Dataset items
::::

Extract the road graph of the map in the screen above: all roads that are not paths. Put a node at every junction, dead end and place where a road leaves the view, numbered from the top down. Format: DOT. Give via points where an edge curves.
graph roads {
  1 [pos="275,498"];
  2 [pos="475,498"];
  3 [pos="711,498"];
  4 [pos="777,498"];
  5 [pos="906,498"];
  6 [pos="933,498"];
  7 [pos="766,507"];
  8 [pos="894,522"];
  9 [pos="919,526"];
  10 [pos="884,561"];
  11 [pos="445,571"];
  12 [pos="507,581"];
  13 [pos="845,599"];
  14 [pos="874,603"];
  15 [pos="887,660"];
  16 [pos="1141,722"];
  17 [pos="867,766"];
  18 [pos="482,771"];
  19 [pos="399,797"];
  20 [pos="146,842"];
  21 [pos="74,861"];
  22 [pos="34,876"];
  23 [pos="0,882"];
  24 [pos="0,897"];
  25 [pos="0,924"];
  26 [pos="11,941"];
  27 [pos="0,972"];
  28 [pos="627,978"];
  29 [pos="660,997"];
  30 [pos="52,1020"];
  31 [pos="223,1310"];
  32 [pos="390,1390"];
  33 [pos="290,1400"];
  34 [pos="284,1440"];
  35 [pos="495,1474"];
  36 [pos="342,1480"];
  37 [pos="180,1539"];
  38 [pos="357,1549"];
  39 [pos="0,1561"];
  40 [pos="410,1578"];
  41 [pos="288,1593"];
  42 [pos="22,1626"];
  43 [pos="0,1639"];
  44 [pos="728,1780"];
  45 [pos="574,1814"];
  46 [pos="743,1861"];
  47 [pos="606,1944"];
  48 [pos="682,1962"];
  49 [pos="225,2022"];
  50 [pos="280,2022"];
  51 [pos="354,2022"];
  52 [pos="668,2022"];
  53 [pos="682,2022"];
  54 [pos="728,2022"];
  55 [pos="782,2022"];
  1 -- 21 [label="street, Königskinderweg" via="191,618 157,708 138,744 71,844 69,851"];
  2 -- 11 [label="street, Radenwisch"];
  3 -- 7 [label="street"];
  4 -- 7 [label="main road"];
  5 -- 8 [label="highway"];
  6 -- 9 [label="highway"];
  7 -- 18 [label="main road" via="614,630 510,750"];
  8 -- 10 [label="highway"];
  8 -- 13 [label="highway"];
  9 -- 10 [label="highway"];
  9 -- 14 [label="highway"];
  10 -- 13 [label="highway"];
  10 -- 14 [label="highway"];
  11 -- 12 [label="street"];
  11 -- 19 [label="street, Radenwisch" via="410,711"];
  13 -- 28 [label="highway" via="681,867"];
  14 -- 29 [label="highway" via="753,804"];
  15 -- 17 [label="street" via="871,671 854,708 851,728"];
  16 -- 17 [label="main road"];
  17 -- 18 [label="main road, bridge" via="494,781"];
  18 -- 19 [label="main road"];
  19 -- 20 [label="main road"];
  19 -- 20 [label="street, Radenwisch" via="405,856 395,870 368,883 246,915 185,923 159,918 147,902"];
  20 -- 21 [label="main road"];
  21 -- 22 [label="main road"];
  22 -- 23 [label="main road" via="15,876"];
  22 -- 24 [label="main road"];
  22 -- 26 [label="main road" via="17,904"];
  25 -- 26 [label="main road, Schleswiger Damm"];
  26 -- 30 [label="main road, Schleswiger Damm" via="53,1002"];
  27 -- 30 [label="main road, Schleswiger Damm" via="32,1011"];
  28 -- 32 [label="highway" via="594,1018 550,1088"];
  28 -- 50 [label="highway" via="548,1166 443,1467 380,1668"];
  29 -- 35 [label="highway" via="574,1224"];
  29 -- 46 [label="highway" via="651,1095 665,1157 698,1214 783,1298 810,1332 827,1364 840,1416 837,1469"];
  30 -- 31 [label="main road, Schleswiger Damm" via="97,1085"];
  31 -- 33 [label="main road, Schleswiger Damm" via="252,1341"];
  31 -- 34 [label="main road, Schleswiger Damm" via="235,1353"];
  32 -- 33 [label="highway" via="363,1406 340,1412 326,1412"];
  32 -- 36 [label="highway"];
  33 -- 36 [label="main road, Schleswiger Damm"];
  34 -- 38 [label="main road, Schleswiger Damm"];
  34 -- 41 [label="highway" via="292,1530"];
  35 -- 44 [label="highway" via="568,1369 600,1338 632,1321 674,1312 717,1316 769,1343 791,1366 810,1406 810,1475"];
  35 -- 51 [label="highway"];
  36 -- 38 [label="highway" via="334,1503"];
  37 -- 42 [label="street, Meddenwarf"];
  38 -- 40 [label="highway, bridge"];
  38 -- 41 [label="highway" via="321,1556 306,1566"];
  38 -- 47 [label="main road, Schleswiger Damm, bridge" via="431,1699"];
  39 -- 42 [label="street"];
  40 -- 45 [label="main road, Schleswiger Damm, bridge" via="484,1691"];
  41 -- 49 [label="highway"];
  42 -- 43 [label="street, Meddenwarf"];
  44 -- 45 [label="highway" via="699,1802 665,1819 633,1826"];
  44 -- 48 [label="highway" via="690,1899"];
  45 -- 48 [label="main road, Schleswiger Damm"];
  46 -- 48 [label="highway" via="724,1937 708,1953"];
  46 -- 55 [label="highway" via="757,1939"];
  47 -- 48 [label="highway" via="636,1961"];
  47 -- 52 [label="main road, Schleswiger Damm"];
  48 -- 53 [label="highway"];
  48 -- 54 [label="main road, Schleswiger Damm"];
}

::::

■ **INSTRUCTIONS FOR THE TASK**
Each record needs to be copied out again, letter for letter.

■ **YOUR RESPONSE**
Extract the road graph of the map in the screen above: all roads that are not paths. Put a node at every junction, dead end and place where a road leaves the view, numbered from the top down. Format: DOT. Give via points where an edge curves.
graph roads {
  1 [pos="275,498"];
  2 [pos="475,498"];
  3 [pos="711,498"];
  4 [pos="777,498"];
  5 [pos="906,498"];
  6 [pos="933,498"];
  7 [pos="766,507"];
  8 [pos="894,522"];
  9 [pos="919,526"];
  10 [pos="884,561"];
  11 [pos="445,571"];
  12 [pos="507,581"];
  13 [pos="845,599"];
  14 [pos="874,603"];
  15 [pos="887,660"];
  16 [pos="1141,722"];
  17 [pos="867,766"];
  18 [pos="482,771"];
  19 [pos="399,797"];
  20 [pos="146,842"];
  21 [pos="74,861"];
  22 [pos="34,876"];
  23 [pos="0,882"];
  24 [pos="0,897"];
  25 [pos="0,924"];
  26 [pos="11,941"];
  27 [pos="0,972"];
  28 [pos="627,978"];
  29 [pos="660,997"];
  30 [pos="52,1020"];
  31 [pos="223,1310"];
  32 [pos="390,1390"];
  33 [pos="290,1400"];
  34 [pos="284,1440"];
  35 [pos="495,1474"];
  36 [pos="342,1480"];
  37 [pos="180,1539"];
  38 [pos="357,1549"];
  39 [pos="0,1561"];
  40 [pos="410,1578"];
  41 [pos="288,1593"];
  42 [pos="22,1626"];
  43 [pos="0,1639"];
  44 [pos="728,1780"];
  45 [pos="574,1814"];
  46 [pos="743,1861"];
  47 [pos="606,1944"];
  48 [pos="682,1962"];
  49 [pos="225,2022"];
  50 [pos="280,2022"];
  51 [pos="354,2022"];
  52 [pos="668,2022"];
  53 [pos="682,2022"];
  54 [pos="728,2022"];
  55 [pos="782,2022"];
  1 -- 21 [label="street, Königskinderweg" via="191,618 157,708 138,744 71,844 69,851"];
  2 -- 11 [label="street, Radenwisch"];
  3 -- 7 [label="street"];
  4 -- 7 [label="main road"];
  5 -- 8 [label="highway"];
  6 -- 9 [label="highway"];
  7 -- 18 [label="main road" via="614,630 510,750"];
  8 -- 10 [label="highway"];
  8 -- 13 [label="highway"];
  9 -- 10 [label="highway"];
  9 -- 14 [label="highway"];
  10 -- 13 [label="highway"];
  10 -- 14 [label="highway"];
  11 -- 12 [label="street"];
  11 -- 19 [label="street, Radenwisch" via="410,711"];
  13 -- 28 [label="highway" via="681,867"];
  14 -- 29 [label="highway" via="753,804"];
  15 -- 17 [label="street" via="871,671 854,708 851,728"];
  16 -- 17 [label="main road"];
  17 -- 18 [label="main road, bridge" via="494,781"];
  18 -- 19 [label="main road"];
  19 -- 20 [label="main road"];
  19 -- 20 [label="street, Radenwisch" via="405,856 395,870 368,883 246,915 185,923 159,918 147,902"];
  20 -- 21 [label="main road"];
  21 -- 22 [label="main road"];
  22 -- 23 [label="main road" via="15,876"];
  22 -- 24 [label="main road"];
  22 -- 26 [label="main road" via="17,904"];
  25 -- 26 [label="main road, Schleswiger Damm"];
  26 -- 30 [label="main road, Schleswiger Damm" via="53,1002"];
  27 -- 30 [label="main road, Schleswiger Damm" via="32,1011"];
  28 -- 32 [label="highway" via="594,1018 550,1088"];
  28 -- 50 [label="highway" via="548,1166 443,1467 380,1668"];
  29 -- 35 [label="highway" via="574,1224"];
  29 -- 46 [label="highway" via="651,1095 665,1157 698,1214 783,1298 810,1332 827,1364 840,1416 837,1469"];
  30 -- 31 [label="main road, Schleswiger Damm" via="97,1085"];
  31 -- 33 [label="main road, Schleswiger Damm" via="252,1341"];
  31 -- 34 [label="main road, Schleswiger Damm" via="235,1353"];
  32 -- 33 [label="highway" via="363,1406 340,1412 326,1412"];
  32 -- 36 [label="highway"];
  33 -- 36 [label="main road, Schleswiger Damm"];
  34 -- 38 [label="main road, Schleswiger Damm"];
  34 -- 41 [label="highway" via="292,1530"];
  35 -- 44 [label="highway" via="568,1369 600,1338 632,1321 674,1312 717,1316 769,1343 791,1366 810,1406 810,1475"];
  35 -- 51 [label="highway"];
  36 -- 38 [label="highway" via="334,1503"];
  37 -- 42 [label="street, Meddenwarf"];
  38 -- 40 [label="highway, bridge"];
  38 -- 41 [label="highway" via="321,1556 306,1566"];
  38 -- 47 [label="main road, Schleswiger Damm, bridge" via="431,1699"];
  39 -- 42 [label="street"];
  40 -- 45 [label="main road, Schleswiger Damm, bridge" via="484,1691"];
  41 -- 49 [label="highway"];
  42 -- 43 [label="street, Meddenwarf"];
  44 -- 45 [label="highway" via="699,1802 665,1819 633,1826"];
  44 -- 48 [label="highway" via="690,1899"];
  45 -- 48 [label="main road, Schleswiger Damm"];
  46 -- 48 [label="highway" via="724,1937 708,1953"];
  46 -- 55 [label="highway" via="757,1939"];
  47 -- 48 [label="highway" via="636,1961"];
  47 -- 52 [label="main road, Schleswiger Damm"];
  48 -- 53 [label="highway"];
  48 -- 54 [label="main road, Schleswiger Damm"];
}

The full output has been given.